The idea behind ballot-tracking is good. Used to be, you went to the polls, signed the voter register, received a ballot, walked into the voting booth, pulled the curtain, made your choices in secret, walked out and dropped the ballot into the box. Then, you got an “I Voted” sticker to wear on your lapel.
With elections going to vote-by-mail, there needs to be a way to ensure our ballots are received and counted. Ballot-tracking allows voters to track their ballots to the point of tabulation. After the 2000 presidential election, we can see value in that. But such empowerment has come with a price.
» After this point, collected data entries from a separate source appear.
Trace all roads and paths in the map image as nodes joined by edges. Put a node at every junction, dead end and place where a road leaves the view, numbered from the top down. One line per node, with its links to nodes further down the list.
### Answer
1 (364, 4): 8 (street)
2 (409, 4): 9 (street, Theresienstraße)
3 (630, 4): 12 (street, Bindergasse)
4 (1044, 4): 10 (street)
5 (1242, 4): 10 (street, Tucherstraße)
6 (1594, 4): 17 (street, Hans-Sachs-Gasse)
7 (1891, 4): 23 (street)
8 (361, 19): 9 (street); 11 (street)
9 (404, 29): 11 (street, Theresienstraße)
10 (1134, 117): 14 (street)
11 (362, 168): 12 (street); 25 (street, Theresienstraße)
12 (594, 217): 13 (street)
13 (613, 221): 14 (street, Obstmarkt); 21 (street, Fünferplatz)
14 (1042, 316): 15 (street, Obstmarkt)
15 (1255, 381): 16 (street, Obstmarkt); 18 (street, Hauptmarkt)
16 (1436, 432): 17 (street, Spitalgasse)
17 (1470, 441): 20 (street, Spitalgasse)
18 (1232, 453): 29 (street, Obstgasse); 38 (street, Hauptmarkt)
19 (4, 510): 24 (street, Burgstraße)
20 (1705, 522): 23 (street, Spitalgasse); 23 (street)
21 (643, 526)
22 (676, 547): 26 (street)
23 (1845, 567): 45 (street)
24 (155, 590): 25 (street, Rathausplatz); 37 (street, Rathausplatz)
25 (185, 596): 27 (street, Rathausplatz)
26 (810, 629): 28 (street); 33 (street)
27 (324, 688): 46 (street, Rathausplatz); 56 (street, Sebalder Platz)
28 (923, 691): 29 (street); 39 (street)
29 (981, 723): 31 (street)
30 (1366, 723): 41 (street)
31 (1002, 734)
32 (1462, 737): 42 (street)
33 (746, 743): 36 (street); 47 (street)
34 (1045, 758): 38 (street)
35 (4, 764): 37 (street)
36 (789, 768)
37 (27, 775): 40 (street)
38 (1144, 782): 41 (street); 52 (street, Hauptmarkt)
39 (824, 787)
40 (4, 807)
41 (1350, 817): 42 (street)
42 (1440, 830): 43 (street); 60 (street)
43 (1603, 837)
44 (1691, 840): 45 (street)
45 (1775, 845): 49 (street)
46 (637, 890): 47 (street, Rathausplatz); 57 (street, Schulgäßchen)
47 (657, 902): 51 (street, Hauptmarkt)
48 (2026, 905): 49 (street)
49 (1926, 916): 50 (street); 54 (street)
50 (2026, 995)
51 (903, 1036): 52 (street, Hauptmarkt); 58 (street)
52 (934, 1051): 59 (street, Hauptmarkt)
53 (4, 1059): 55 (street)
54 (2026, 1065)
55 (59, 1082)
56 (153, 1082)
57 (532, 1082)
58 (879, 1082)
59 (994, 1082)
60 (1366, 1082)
The ballot-tracking system in use by San Juan County uses a bar code printed on each ballot. That bar code enables voters and elections officials to chart the ballot’s progress — when received, when tabulated. If a ballot is not accounted for, it can be addressed immediately.
Members of the local Green Party have sued San Juan County, alleging that the use of bar codes puts ballot secrecy at risk and violates state law. The Revised Code of Washington 29A.36.111 states, “No paper ballot or ballot card may be marked in any way that would permit the identification of the person who voted that ballot.”
As for the use of encrypted databases to further protect against linking a voter’s identity to his or her ballot … well, we all know technology is not fail-safe. Encryption makes linking voters and ballots further improbable, but again, not impossible.
King County is using a system that the local Greens have said they support: Tracking ballots by the outer envelope. With King County’s system, the voter can see when his or her ballot envelope was received, when the ballot envelope signature was approved, when the ballot envelope was sent for tabulation. There are no identifying marks on the ballot. You can watch your ballot all the way to the box, just like the old days. (But you don’t get an “I Voted” sticker.)
King County Councilman Dow Constantine, who introduced the legislation establishing this ballot-tracker system, was quoted in the media as saying, “The right to cast a secret ballot is guaranteed to all citizens by our state Constitution. We must protect this right by ensuring that we accurately track the return of every voter’s sealed envelope, while preventing any chance that the ballot inside could be connected with a particular voter.”
At least two County Council members have expressed concern about bar codes on ballots. San Juan County should drop its ballot-tracking system until a better system is found, or at least adopt King County’s ballot-envelope tracking system.
Richard Walker, Editor, San Juan Journal.